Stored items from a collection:
= = = = = = =

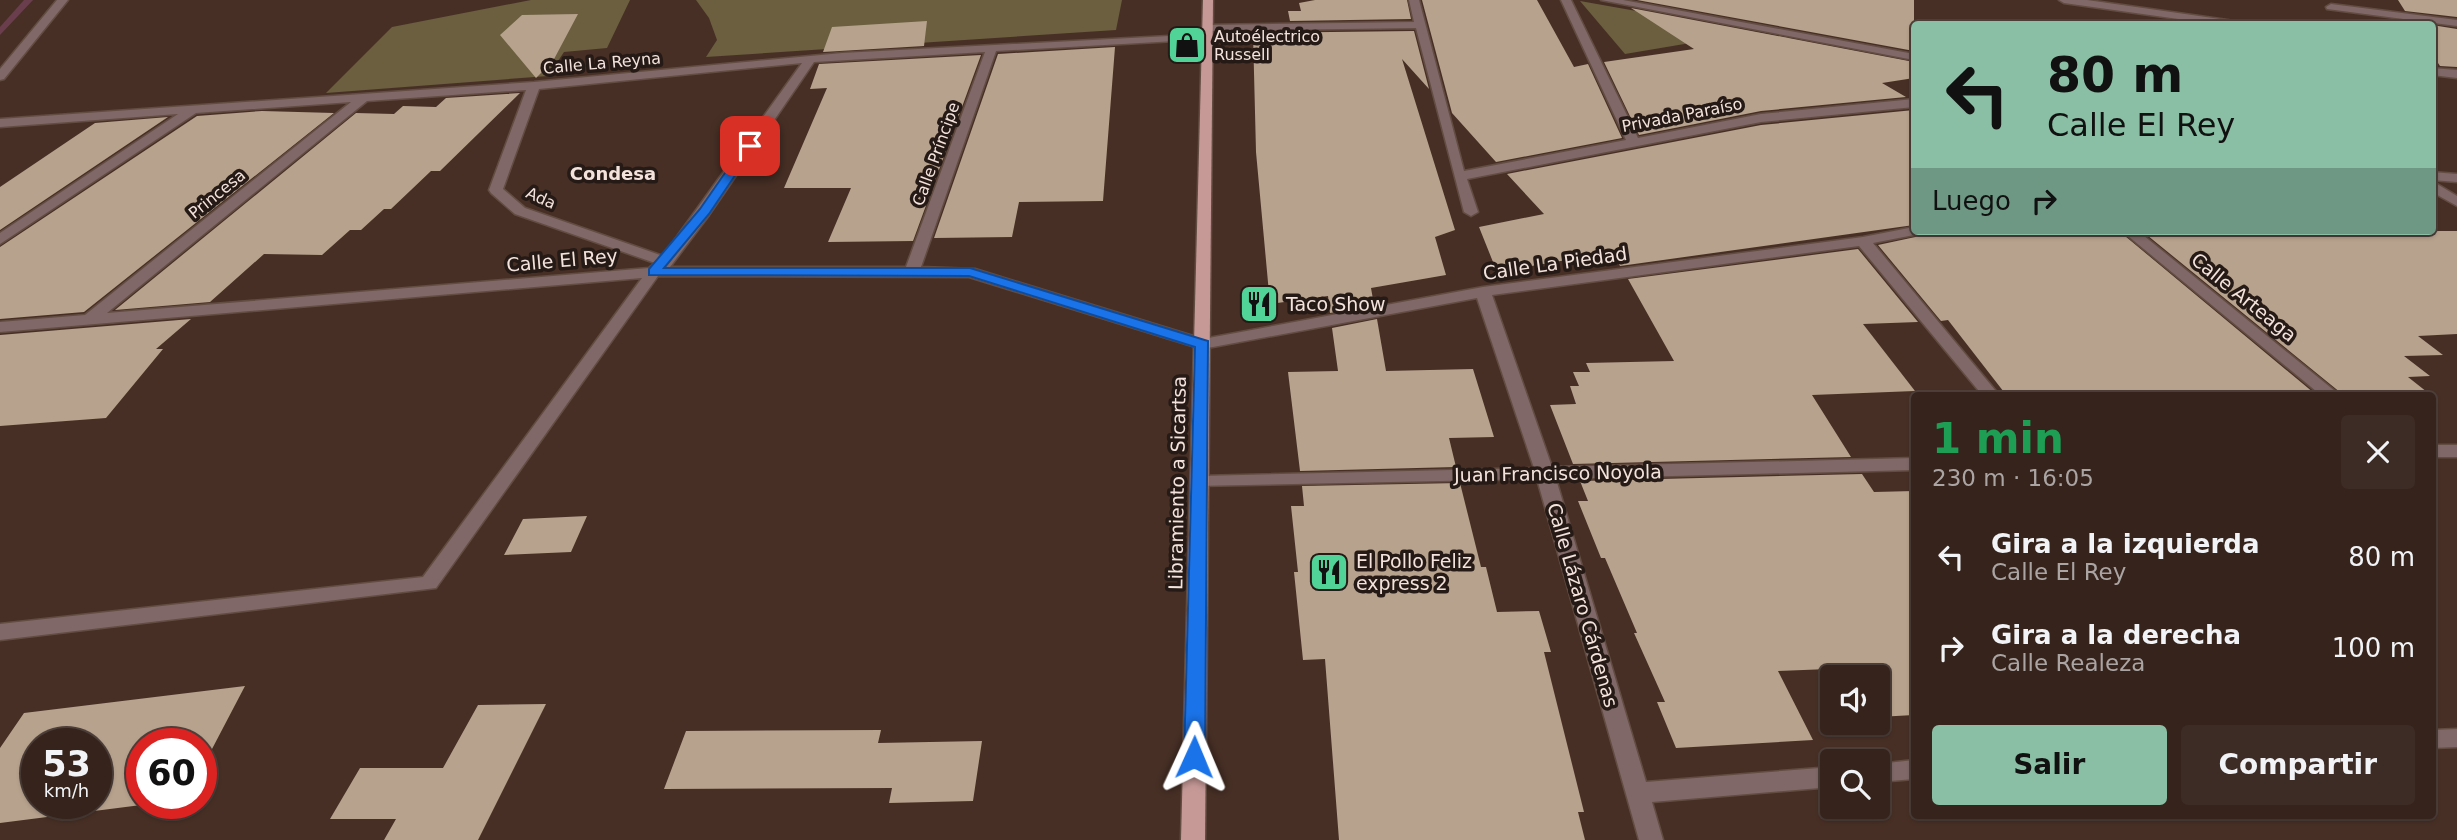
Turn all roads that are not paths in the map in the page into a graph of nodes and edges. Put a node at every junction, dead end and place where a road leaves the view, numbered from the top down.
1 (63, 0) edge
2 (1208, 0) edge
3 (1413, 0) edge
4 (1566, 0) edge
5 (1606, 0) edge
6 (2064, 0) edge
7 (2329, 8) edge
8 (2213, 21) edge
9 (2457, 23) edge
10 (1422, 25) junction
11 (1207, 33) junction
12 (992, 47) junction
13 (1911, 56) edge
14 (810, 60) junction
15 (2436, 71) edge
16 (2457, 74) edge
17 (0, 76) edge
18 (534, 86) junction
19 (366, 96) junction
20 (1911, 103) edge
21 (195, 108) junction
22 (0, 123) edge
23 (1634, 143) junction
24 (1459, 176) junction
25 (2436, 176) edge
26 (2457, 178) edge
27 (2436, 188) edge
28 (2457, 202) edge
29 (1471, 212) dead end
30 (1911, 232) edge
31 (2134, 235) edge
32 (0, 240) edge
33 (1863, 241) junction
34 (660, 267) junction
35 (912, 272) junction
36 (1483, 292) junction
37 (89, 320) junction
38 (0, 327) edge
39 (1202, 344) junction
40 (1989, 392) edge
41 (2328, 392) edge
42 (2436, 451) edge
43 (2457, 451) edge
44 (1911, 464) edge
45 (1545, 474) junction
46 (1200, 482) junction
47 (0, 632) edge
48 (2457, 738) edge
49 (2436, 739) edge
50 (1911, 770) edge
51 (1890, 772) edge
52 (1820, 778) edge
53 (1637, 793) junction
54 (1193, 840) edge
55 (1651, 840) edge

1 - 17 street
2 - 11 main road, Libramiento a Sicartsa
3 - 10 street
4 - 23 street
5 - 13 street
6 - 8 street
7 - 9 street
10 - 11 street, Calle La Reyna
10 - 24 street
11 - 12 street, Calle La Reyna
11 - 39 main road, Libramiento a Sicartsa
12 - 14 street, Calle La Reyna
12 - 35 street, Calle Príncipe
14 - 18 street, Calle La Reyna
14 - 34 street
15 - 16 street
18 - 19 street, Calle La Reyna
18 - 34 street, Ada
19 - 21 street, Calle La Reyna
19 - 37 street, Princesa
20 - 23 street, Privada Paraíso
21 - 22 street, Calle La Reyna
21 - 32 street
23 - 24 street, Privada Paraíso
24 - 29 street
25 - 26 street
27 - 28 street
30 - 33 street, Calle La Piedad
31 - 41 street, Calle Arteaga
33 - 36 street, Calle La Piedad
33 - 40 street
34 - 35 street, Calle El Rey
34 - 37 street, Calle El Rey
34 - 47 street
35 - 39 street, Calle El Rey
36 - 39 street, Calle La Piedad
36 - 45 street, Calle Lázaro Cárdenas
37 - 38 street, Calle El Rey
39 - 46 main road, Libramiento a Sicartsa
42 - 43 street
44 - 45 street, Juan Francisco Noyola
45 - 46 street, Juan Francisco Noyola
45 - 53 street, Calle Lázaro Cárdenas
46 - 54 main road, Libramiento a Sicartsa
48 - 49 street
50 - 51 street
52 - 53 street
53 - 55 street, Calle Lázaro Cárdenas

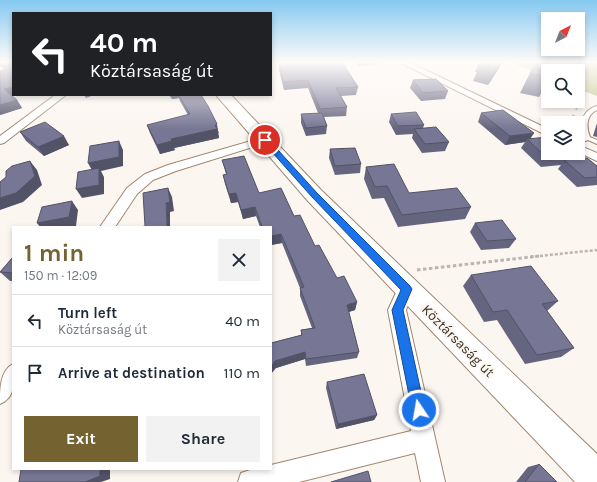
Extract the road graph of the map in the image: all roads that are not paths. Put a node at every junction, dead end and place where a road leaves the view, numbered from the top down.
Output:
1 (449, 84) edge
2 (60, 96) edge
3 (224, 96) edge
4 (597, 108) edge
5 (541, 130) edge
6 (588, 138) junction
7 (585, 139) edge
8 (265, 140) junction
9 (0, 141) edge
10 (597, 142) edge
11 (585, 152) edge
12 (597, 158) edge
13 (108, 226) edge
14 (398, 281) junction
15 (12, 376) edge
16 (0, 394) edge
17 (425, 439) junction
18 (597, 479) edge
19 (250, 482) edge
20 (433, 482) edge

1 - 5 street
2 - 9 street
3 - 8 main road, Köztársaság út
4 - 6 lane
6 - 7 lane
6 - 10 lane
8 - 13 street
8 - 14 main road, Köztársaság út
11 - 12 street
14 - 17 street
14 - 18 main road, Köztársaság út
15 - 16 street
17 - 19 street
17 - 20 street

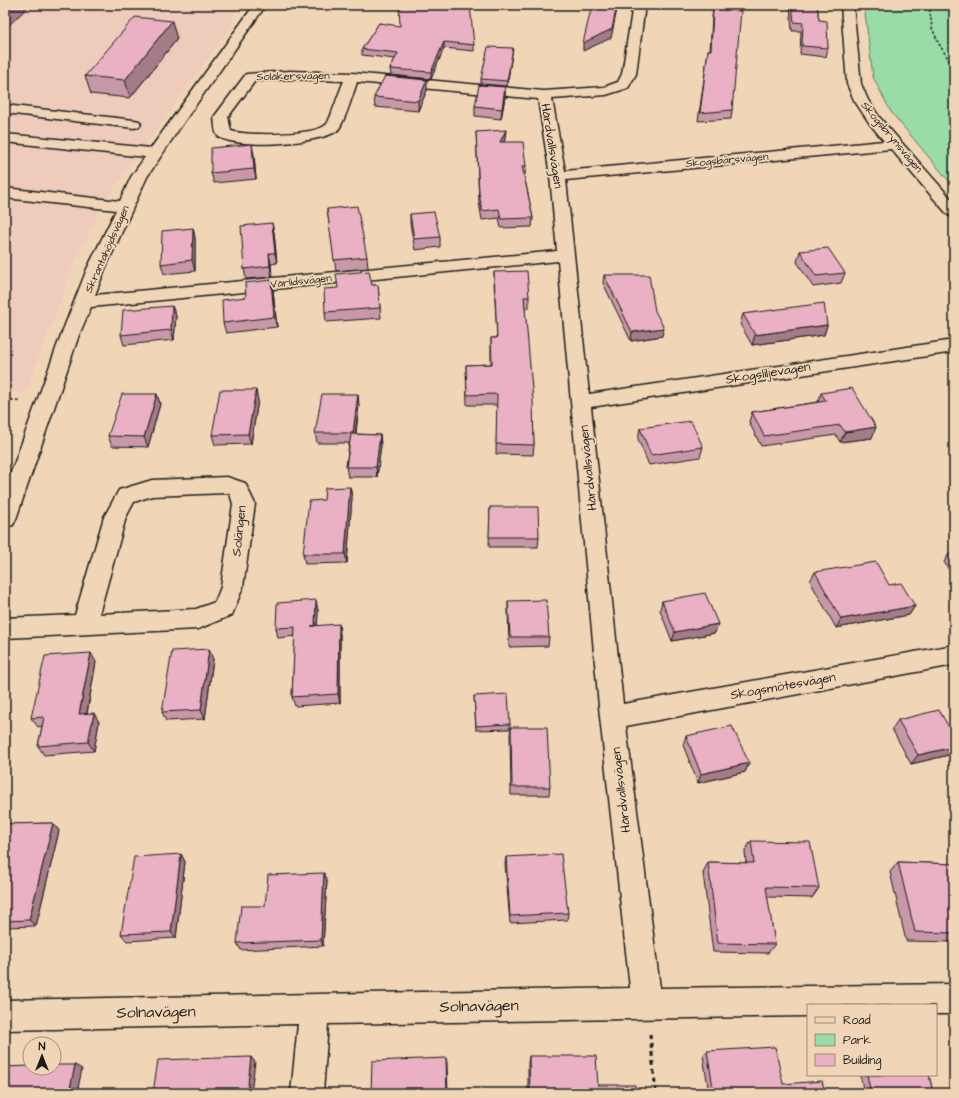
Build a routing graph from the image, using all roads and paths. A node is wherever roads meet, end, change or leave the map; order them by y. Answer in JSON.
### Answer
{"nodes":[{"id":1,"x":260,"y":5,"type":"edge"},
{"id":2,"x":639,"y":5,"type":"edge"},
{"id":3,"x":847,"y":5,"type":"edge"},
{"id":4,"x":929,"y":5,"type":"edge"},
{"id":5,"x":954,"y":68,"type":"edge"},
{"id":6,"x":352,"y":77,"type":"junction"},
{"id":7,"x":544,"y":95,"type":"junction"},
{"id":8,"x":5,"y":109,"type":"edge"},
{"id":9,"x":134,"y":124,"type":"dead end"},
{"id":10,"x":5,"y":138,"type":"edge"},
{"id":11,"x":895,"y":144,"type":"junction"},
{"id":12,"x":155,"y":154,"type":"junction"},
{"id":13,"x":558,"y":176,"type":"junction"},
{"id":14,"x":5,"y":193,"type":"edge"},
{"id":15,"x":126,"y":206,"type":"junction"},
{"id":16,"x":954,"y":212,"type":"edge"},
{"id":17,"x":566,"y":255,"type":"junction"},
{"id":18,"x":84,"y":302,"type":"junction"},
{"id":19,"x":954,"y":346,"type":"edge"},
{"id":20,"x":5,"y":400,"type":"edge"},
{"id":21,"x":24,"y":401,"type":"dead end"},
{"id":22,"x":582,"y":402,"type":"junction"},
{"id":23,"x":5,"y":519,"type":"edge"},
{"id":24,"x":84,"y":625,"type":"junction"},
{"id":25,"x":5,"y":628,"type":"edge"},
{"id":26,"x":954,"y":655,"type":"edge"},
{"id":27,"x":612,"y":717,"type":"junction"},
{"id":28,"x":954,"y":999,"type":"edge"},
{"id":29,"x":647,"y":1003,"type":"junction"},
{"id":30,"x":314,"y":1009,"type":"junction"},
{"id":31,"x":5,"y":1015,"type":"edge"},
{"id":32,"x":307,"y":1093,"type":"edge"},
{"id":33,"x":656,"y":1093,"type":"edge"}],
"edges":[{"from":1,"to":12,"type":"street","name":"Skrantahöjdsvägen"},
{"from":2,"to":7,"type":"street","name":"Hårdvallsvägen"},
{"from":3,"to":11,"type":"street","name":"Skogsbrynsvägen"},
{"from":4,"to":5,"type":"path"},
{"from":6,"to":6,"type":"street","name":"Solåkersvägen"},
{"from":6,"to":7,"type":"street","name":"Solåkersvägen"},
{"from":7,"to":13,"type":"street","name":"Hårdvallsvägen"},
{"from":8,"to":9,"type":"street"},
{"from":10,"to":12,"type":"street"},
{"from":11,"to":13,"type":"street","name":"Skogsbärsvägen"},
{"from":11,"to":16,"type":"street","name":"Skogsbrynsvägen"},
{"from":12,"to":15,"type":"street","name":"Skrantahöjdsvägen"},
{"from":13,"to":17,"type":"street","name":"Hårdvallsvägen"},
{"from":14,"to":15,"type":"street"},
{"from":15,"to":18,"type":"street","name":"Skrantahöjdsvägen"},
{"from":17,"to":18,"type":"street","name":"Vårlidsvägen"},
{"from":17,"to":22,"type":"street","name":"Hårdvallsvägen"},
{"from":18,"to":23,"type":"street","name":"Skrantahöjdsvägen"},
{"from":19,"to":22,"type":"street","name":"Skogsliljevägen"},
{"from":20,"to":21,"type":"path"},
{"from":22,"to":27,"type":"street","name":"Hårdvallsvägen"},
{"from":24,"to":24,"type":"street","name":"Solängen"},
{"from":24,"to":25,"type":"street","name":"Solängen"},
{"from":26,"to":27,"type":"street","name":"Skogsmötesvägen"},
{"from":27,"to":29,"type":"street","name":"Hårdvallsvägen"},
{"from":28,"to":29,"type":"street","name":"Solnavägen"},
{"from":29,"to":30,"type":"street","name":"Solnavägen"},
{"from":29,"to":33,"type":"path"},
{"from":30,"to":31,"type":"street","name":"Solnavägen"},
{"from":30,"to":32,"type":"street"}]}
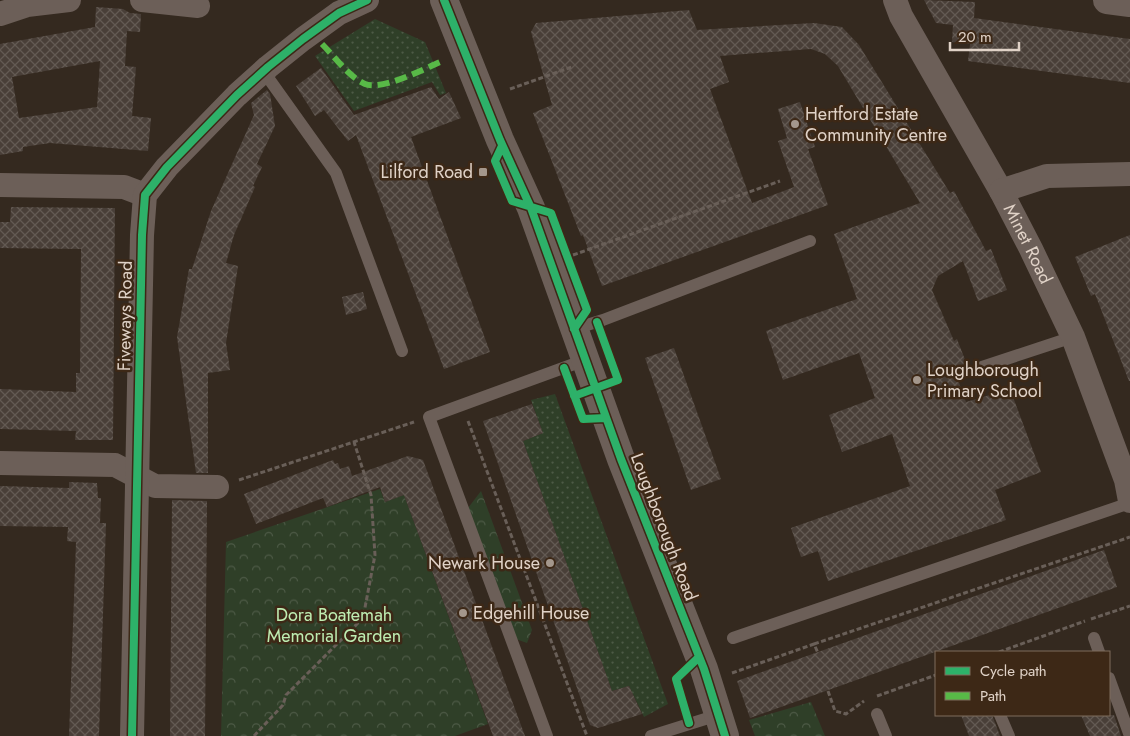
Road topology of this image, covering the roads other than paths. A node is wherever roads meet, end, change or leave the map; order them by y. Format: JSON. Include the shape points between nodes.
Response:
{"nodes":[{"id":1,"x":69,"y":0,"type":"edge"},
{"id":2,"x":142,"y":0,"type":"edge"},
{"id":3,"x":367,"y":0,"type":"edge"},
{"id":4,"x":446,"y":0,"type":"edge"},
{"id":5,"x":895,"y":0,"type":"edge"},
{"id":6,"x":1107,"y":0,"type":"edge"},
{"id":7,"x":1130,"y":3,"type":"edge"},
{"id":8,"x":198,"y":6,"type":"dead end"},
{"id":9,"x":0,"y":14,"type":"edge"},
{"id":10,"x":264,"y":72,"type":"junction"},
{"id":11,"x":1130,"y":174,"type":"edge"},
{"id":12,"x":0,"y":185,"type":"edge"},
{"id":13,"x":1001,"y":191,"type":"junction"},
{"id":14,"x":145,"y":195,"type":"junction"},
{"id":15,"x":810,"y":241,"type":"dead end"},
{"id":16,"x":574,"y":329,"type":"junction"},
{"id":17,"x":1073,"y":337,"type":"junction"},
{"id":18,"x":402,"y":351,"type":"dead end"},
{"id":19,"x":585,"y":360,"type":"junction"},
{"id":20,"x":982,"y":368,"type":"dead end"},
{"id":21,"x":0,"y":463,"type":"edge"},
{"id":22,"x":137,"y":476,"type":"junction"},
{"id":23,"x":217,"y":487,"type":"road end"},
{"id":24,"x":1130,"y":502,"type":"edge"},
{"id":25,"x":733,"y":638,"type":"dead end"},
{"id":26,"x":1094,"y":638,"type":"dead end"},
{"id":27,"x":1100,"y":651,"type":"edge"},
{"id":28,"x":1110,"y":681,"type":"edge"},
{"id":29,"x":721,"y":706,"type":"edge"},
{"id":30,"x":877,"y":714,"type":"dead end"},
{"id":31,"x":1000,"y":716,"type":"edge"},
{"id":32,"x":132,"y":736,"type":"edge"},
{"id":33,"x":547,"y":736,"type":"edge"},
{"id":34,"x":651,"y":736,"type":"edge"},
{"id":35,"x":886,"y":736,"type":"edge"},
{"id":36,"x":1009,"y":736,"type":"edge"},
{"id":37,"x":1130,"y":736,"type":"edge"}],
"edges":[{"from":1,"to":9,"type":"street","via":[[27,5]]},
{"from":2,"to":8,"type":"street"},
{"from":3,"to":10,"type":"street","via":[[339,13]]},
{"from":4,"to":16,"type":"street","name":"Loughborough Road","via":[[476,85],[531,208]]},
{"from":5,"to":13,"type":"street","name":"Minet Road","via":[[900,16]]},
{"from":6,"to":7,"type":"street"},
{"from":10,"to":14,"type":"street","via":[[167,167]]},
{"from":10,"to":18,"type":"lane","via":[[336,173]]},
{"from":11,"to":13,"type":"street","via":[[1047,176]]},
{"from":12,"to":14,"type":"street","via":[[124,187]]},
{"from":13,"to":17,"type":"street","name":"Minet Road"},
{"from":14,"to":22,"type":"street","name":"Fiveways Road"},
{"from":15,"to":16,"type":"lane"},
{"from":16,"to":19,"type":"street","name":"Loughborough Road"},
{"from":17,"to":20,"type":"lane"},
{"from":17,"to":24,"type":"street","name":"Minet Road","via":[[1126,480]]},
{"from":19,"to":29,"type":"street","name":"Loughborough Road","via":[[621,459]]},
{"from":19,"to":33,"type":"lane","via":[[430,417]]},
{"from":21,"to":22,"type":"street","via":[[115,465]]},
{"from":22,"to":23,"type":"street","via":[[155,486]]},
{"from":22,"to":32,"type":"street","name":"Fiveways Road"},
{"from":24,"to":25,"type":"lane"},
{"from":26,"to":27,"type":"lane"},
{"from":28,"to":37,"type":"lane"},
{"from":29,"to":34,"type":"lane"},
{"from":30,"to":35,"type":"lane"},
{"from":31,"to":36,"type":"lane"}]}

= = = = = = =

- [Prompt]: Lines above that contain the string "Cárdenas" make up the answer.

- [Task solution]:
36 - 45 street, Calle Lázaro Cárdenas
45 - 53 street, Calle Lázaro Cárdenas
53 - 55 street, Calle Lázaro Cárdenas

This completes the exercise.